ABOUT THIS EXERCISE:
Pull every line containing "Eliezer" out of the listing below.

DATA:
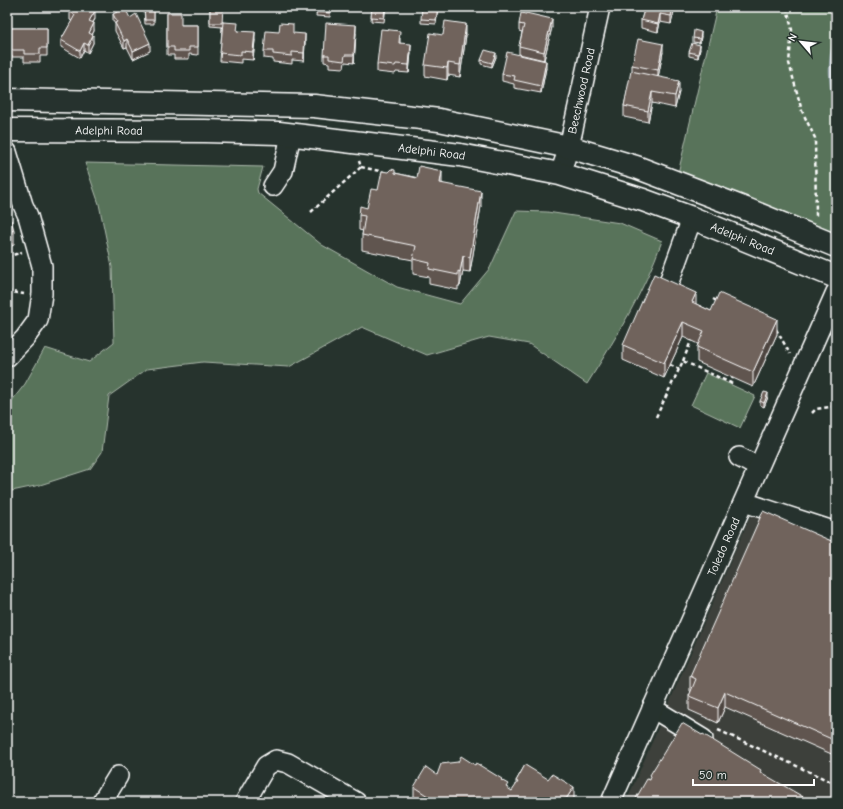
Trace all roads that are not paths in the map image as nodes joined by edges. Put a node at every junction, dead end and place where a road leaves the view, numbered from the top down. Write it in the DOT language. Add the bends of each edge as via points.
graph roads {
  1 [pos="600,7"];
  2 [pos="7,100"];
  3 [pos="7,130"];
  4 [pos="291,135"];
  5 [pos="569,147"];
  6 [pos="7,152"];
  7 [pos="560,174"];
  8 [pos="273,186"];
  9 [pos="692,218"];
  10 [pos="836,246"];
  11 [pos="836,277"];
  12 [pos="670,279"];
  13 [pos="836,292"];
  14 [pos="7,357"];
  15 [pos="738,457"];
  16 [pos="758,467"];
  17 [pos="744,502"];
  18 [pos="836,532"];
  19 [pos="652,708"];
  20 [pos="715,737"];
  21 [pos="118,776"];
  22 [pos="102,802"];
  23 [pos="245,802"];
  24 [pos="356,802"];
  25 [pos="611,802"];
  1 -- 5 [label="street, Beechwood Road"];
  2 -- 5 [label="main road" via="314,106 439,120"];
  3 -- 4 [label="main road, Adelphi Road" via="205,131"];
  4 -- 7 [label="main road, Adelphi Road" via="460,155"];
  4 -- 8 [label="street" via="284,171"];
  5 -- 7 [label="street, Beechwood Road"];
  5 -- 10 [label="main road" via="636,167"];
  6 -- 14 [label="street" via="42,266 42,294 38,320"];
  7 -- 9 [label="main road, Adelphi Road"];
  9 -- 11 [label="main road, Adelphi Road"];
  9 -- 12 [label="street"];
  13 -- 16 [label="street, Toledo Road"];
  15 -- 16 [label="street"];
  16 -- 17 [label="street, Toledo Road"];
  17 -- 18 [label="street"];
  17 -- 19 [label="street, Toledo Road"];
  19 -- 20 [label="street"];
  19 -- 25 [label="street, Toledo Road"];
  21 -- 22 [label="street"];
  23 -- 24 [label="street" via="266,766 276,760 288,762"];
}
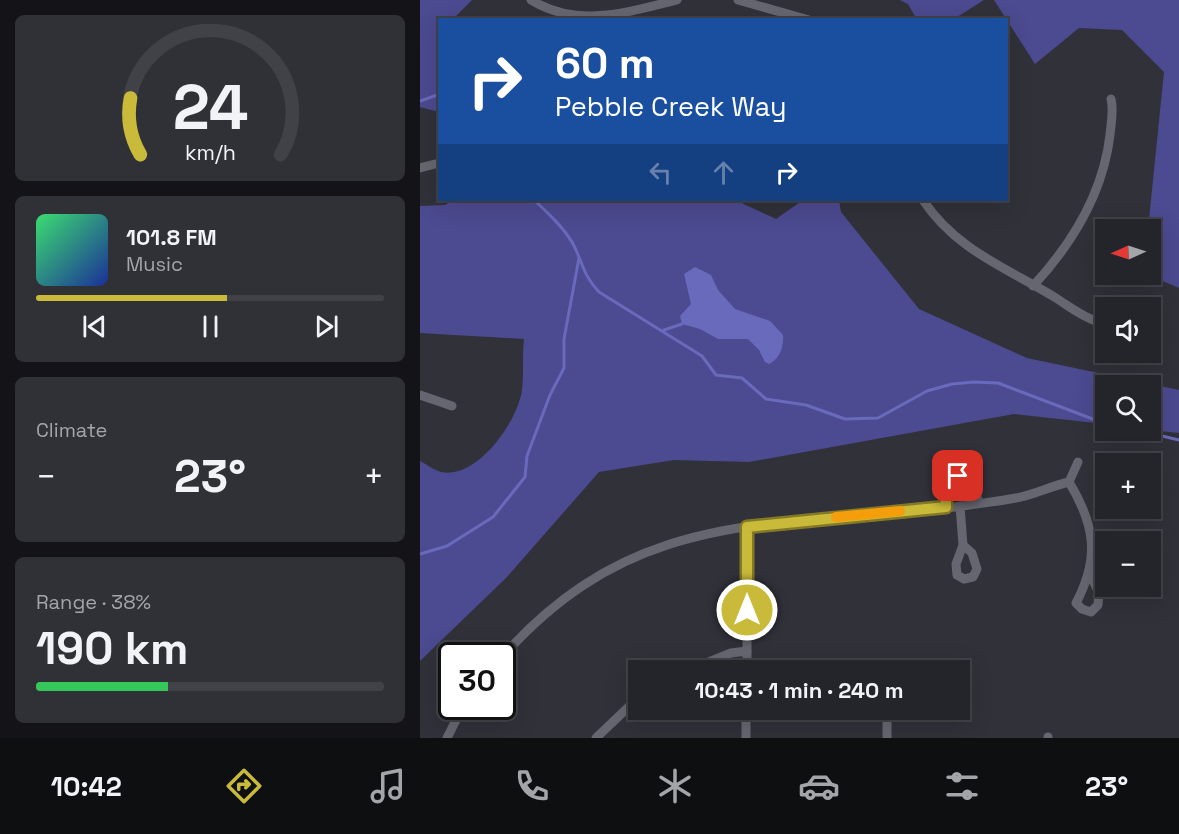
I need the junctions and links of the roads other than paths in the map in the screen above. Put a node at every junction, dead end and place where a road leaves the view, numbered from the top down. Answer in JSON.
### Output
{"nodes":[{"id":1,"x":531,"y":0,"type":"edge"},
{"id":2,"x":677,"y":0,"type":"edge"},
{"id":3,"x":738,"y":0,"type":"edge"},
{"id":4,"x":640,"y":9,"type":"junction"},
{"id":5,"x":642,"y":18,"type":"edge"},
{"id":6,"x":802,"y":18,"type":"edge"},
{"id":7,"x":1111,"y":99,"type":"dead end"},
{"id":8,"x":435,"y":164,"type":"dead end"},
{"id":9,"x":420,"y":168,"type":"edge"},
{"id":10,"x":924,"y":201,"type":"edge"},
{"id":11,"x":1033,"y":286,"type":"junction"},
{"id":12,"x":1095,"y":321,"type":"edge"},
{"id":13,"x":420,"y":395,"type":"edge"},
{"id":14,"x":452,"y":406,"type":"dead end"},
{"id":15,"x":1078,"y":462,"type":"dead end"},
{"id":16,"x":1069,"y":482,"type":"junction"},
{"id":17,"x":979,"y":503,"type":"junction"},
{"id":18,"x":960,"y":506,"type":"junction"},
{"id":19,"x":946,"y":507,"type":"junction"},
{"id":20,"x":747,"y":527,"type":"junction"},
{"id":21,"x":963,"y":545,"type":"dead end"},
{"id":22,"x":1090,"y":574,"type":"dead end"},
{"id":23,"x":516,"y":643,"type":"edge"},
{"id":24,"x":747,"y":651,"type":"junction"},
{"id":25,"x":714,"y":660,"type":"edge"},
{"id":26,"x":747,"y":660,"type":"edge"},
{"id":27,"x":628,"y":707,"type":"edge"},
{"id":28,"x":456,"y":720,"type":"edge"},
{"id":29,"x":746,"y":720,"type":"edge"},
{"id":30,"x":887,"y":720,"type":"edge"},
{"id":31,"x":447,"y":738,"type":"edge"},
{"id":32,"x":596,"y":738,"type":"edge"},
{"id":33,"x":746,"y":738,"type":"edge"},
{"id":34,"x":887,"y":738,"type":"edge"}],
"edges":[{"from":1,"to":4,"type":"street"},
{"from":2,"to":4,"type":"street"},
{"from":3,"to":6,"type":"street"},
{"from":4,"to":5,"type":"street"},
{"from":7,"to":11,"type":"street"},
{"from":8,"to":9,"type":"street"},
{"from":10,"to":11,"type":"street"},
{"from":11,"to":12,"type":"street"},
{"from":13,"to":14,"type":"street"},
{"from":15,"to":16,"type":"street"},
{"from":16,"to":17,"type":"street"},
{"from":16,"to":22,"type":"street"},
{"from":17,"to":18,"type":"street"},
{"from":17,"to":19,"type":"street"},
{"from":18,"to":19,"type":"street"},
{"from":18,"to":21,"type":"street"},
{"from":19,"to":20,"type":"street"},
{"from":20,"to":23,"type":"street"},
{"from":20,"to":24,"type":"street"},
{"from":24,"to":25,"type":"street"},
{"from":24,"to":26,"type":"street"},
{"from":27,"to":32,"type":"street"},
{"from":28,"to":31,"type":"street"},
{"from":29,"to":33,"type":"street"},
{"from":30,"to":34,"type":"street"}]}
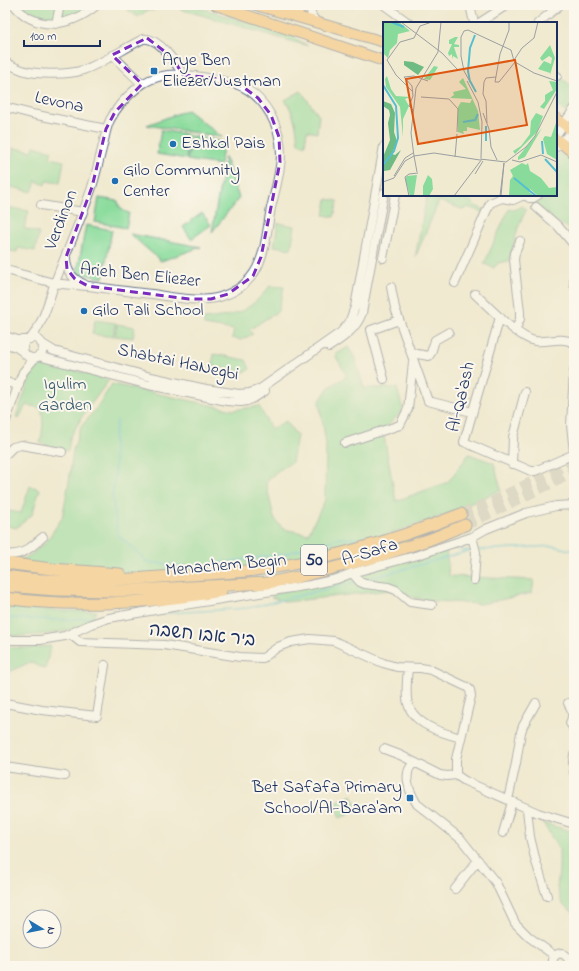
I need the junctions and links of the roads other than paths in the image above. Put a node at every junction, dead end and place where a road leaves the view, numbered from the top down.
1 (14, 5) edge
2 (60, 5) edge
3 (97, 5) edge
4 (216, 5) edge
5 (256, 5) edge
6 (308, 5) edge
7 (312, 5) edge
8 (384, 5) edge
9 (470, 5) edge
10 (507, 5) edge
11 (560, 5) edge
12 (290, 15) junction
13 (488, 20) edge
14 (408, 22) edge
15 (474, 22) edge
16 (539, 22) edge
17 (56, 24) junction
18 (319, 24) junction
19 (383, 42) edge
20 (112, 55) junction
21 (379, 59) edge
22 (5, 62) edge
23 (182, 74) junction
24 (142, 84) junction
25 (5, 107) edge
26 (574, 109) edge
27 (560, 121) edge
28 (106, 129) junction
29 (573, 131) edge
30 (557, 143) edge
31 (572, 151) edge
32 (383, 152) edge
33 (383, 196) edge
34 (394, 196) edge
35 (523, 196) edge
36 (501, 197) edge
37 (41, 205) dead end
38 (536, 207) dead end
39 (83, 212) junction
40 (520, 241) dead end
41 (574, 245) edge
42 (66, 257) junction
43 (383, 258) dead end
44 (574, 266) edge
45 (10, 271) dead end
46 (55, 282) junction
47 (455, 283) dead end
48 (574, 285) edge
49 (88, 286) junction
50 (391, 287) dead end
51 (475, 294) dead end
52 (500, 317) junction
53 (399, 320) junction
54 (41, 321) junction
55 (515, 330) junction
56 (449, 332) dead end
57 (5, 336) edge
58 (28, 339) junction
59 (40, 342) junction
60 (574, 343) edge
61 (5, 344) edge
62 (24, 353) junction
63 (412, 356) junction
64 (37, 357) junction
65 (23, 372) junction
66 (574, 372) edge
67 (384, 379) dead end
68 (5, 382) edge
69 (19, 385) junction
70 (525, 392) dead end
71 (472, 412) junction
72 (5, 423) edge
73 (345, 443) dead end
74 (62, 452) dead end
75 (574, 453) edge
76 (5, 455) edge
77 (512, 464) junction
78 (574, 505) edge
79 (461, 514) tunnel mouth
80 (465, 525) tunnel mouth
81 (43, 536) dead end
82 (472, 537) junction
83 (5, 554) edge
84 (5, 563) edge
85 (352, 573) junction
86 (5, 576) edge
87 (161, 577) junction
88 (474, 580) dead end
89 (267, 583) junction
90 (5, 586) edge
91 (5, 598) edge
92 (432, 605) dead end
93 (70, 634) junction
94 (5, 640) edge
95 (105, 665) dead end
96 (408, 668) junction
97 (5, 703) edge
98 (536, 703) dead end
99 (568, 703) dead end
100 (574, 729) edge
101 (461, 738) junction
102 (384, 749) dead end
103 (574, 754) edge
104 (414, 762) junction
105 (5, 767) edge
106 (574, 773) edge
107 (456, 775) junction
108 (65, 776) dead end
109 (510, 801) junction
110 (528, 808) junction
111 (574, 824) edge
112 (503, 833) dead end
113 (478, 860) junction
114 (455, 889) dead end
115 (547, 896) dead end
116 (555, 956) junction
117 (570, 962) edge
118 (554, 966) edge

1 - 17 street
2 - 17 street
3 - 17 street
4 - 21 main road
5 - 12 main road
6 - 12 street
7 - 18 street
8 - 14 street
9 - 15 street
10 - 13 street
11 - 16 street
12 - 18 main road
18 - 19 main road
20 - 22 street
20 - 23 street
20 - 24 street
23 - 24 street, Arieh Ben Eliezer
23 - 49 street, Arieh Ben Eliezer
24 - 28 street, Arieh Ben Eliezer
25 - 28 street, Levona
26 - 27 street
27 - 29 main road
27 - 30 street
28 - 39 street, Verdinon
29 - 30 street
30 - 31 main road
32 - 59 street, Shabtai HaNegbi
33 - 64 street, Shabtai HaNegbi
34 - 43 street
35 - 36 street
36 - 47 street
37 - 39 street
38 - 41 street
39 - 42 street, Verdinon
40 - 55 street
42 - 46 street, Verdinon
42 - 49 street
44 - 48 street
45 - 46 street, Arieh Ben Eliezer
46 - 49 street, Arieh Ben Eliezer
46 - 54 street, Verdinon
50 - 53 street
51 - 52 street
52 - 55 street
52 - 71 street, Al-Qa'ash
53 - 63 street
53 - 67 street
54 - 58 street, Verdinon
54 - 59 street, Verdinon
55 - 60 street
56 - 63 street
57 - 58 street
58 - 59 street
58 - 62 street
59 - 64 street
61 - 62 street
62 - 64 street
62 - 65 street
63 - 71 street
63 - 73 street
64 - 65 street
65 - 69 street
66 - 75 street
68 - 69 street
69 - 72 street
70 - 77 street
71 - 77 street, Al-Qa'ash
74 - 76 street
75 - 77 street, Al-Qa'ash
78 - 82 street, A-Safa
79 - 87 highway, Menachem Begin / 50
80 - 89 highway, Menachem Begin / 50
81 - 83 street
82 - 85 street, A-Safa
82 - 88 street
84 - 87 highway
85 - 92 street
85 - 93 street, A-Safa
86 - 87 highway, Menachem Begin / 50
89 - 90 highway, Menachem Begin / 50
89 - 91 highway
93 - 94 street, A-Safa
93 - 96 street, ביר אבו חשבה
95 - 97 street
96 - 101 street
96 - 101 street, ביר אבו חשבה
98 - 109 street
99 - 100 street
101 - 107 street, ביר אבו חשבה
102 - 104 street
103 - 106 street
104 - 107 street
104 - 113 street
105 - 108 street
107 - 109 street
109 - 110 street
109 - 112 street
110 - 111 street
110 - 115 street
113 - 114 street
113 - 116 street
116 - 117 street
116 - 118 street

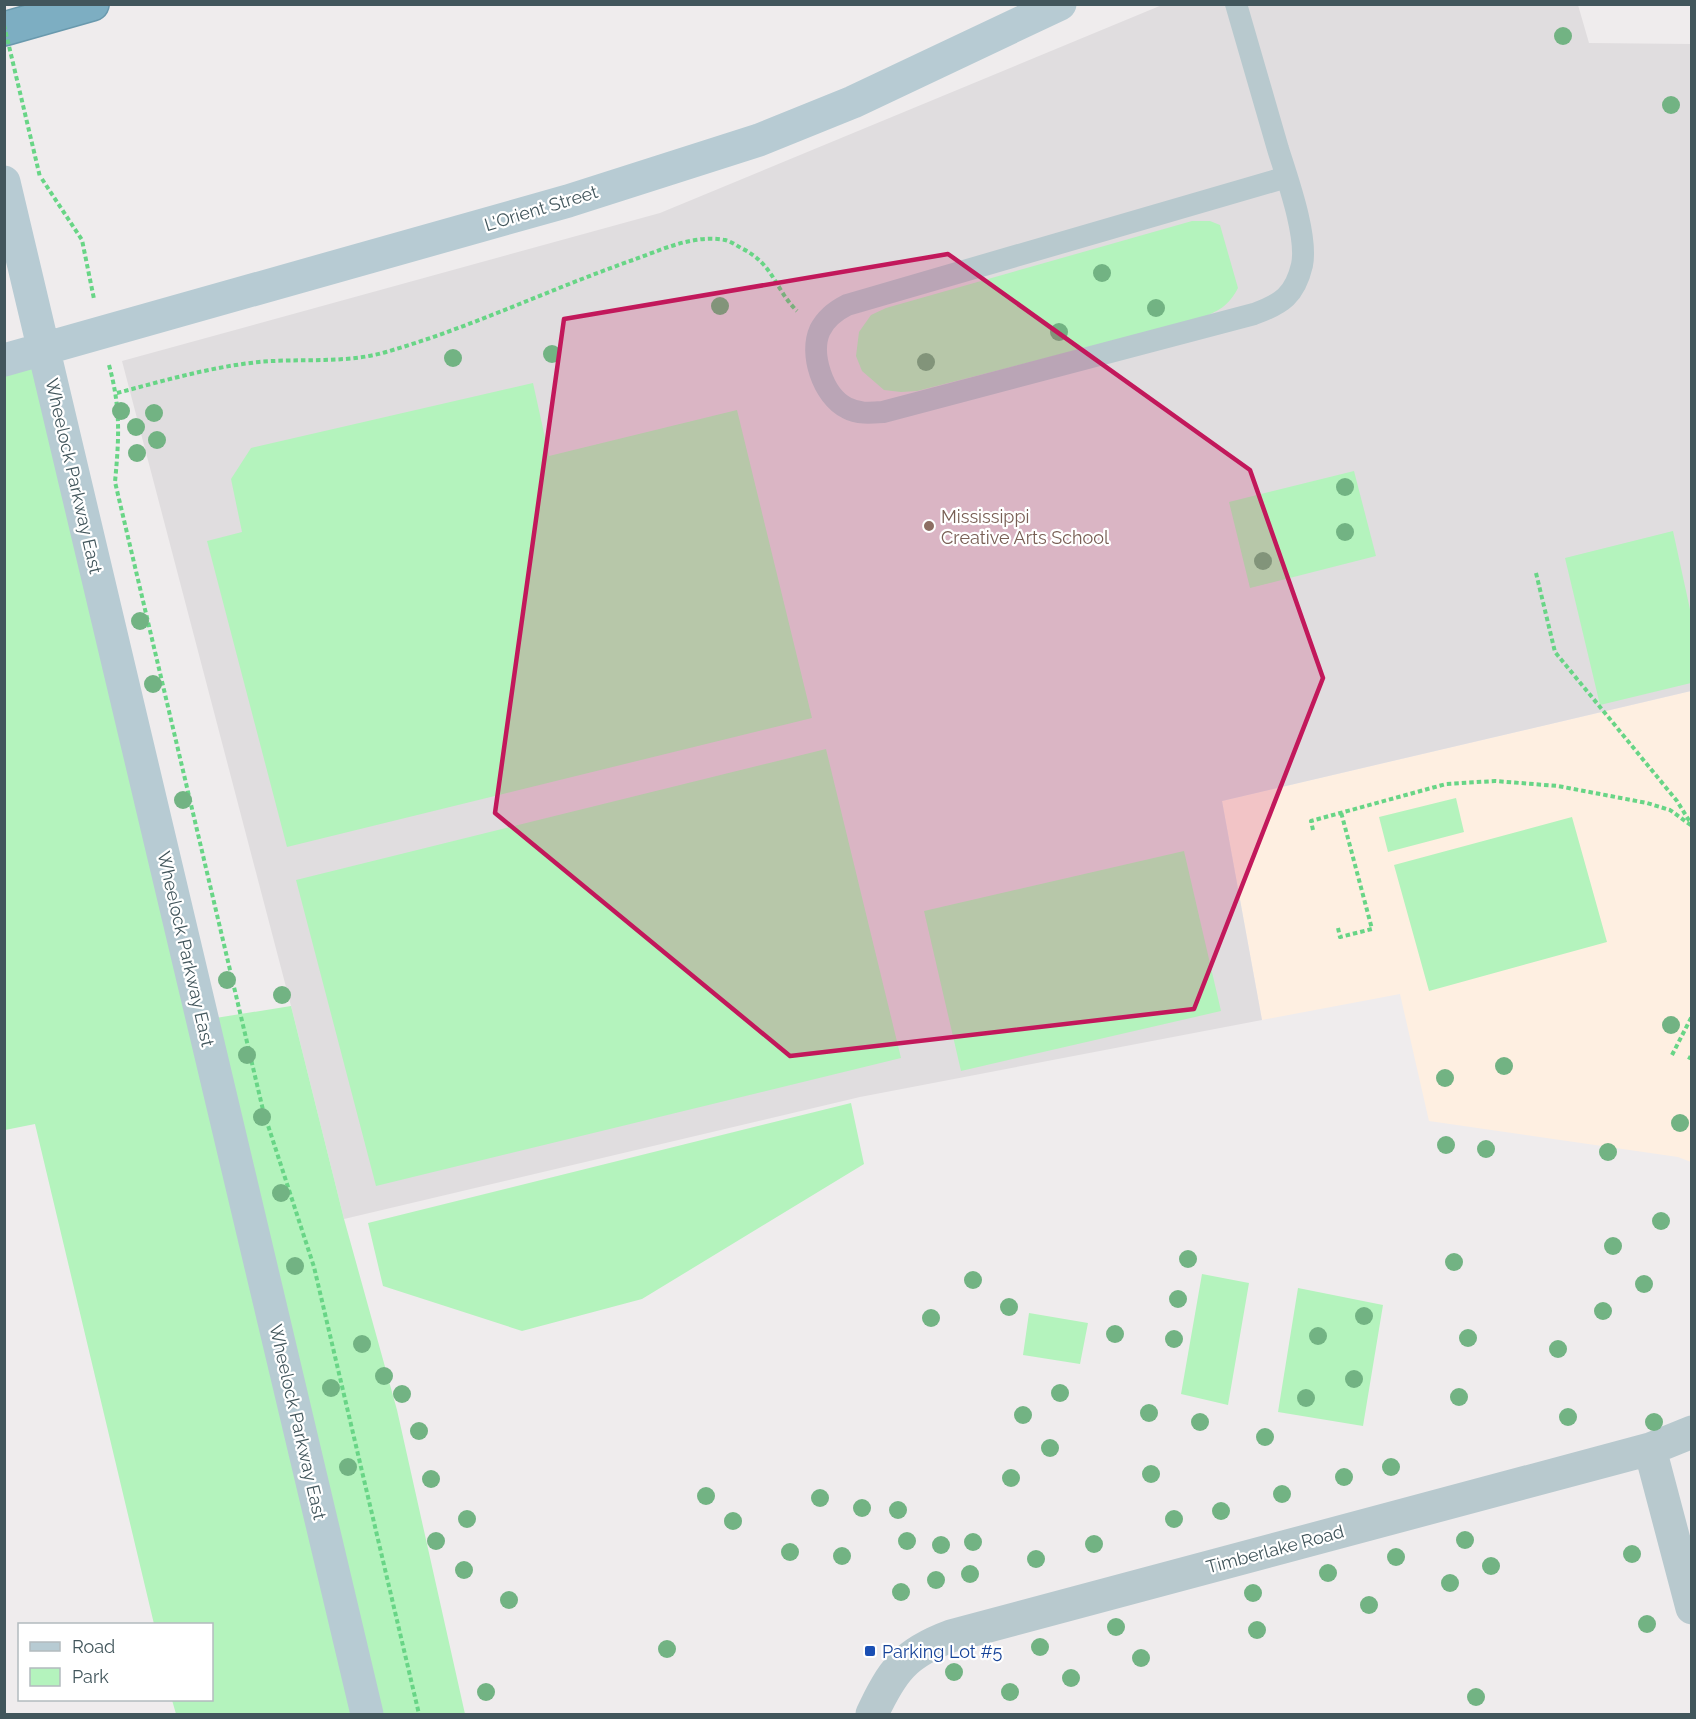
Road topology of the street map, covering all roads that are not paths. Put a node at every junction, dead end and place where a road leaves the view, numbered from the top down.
1 (92, 4) edge
2 (1060, 4) edge
3 (1236, 4) edge
4 (4, 29) edge
5 (1287, 177) junction
6 (5, 183) edge
7 (44, 349) junction
8 (4, 360) edge
9 (1692, 1432) edge
10 (1650, 1449) junction
11 (1692, 1608) edge
12 (876, 1706) edge
13 (367, 1714) edge

1 - 4 highway
2 - 7 street, L'Orient Street
3 - 5 lane
5 - 5 lane
6 - 7 street, Wheelock Parkway East
7 - 8 street, L'Orient Street
7 - 13 street, Wheelock Parkway East
9 - 10 street, Timberlake Road
10 - 11 street
10 - 12 street, Timberlake Road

THE ANSWER:
23 - 24 street, Arieh Ben Eliezer
23 - 49 street, Arieh Ben Eliezer
24 - 28 street, Arieh Ben Eliezer
45 - 46 street, Arieh Ben Eliezer
46 - 49 street, Arieh Ben Eliezer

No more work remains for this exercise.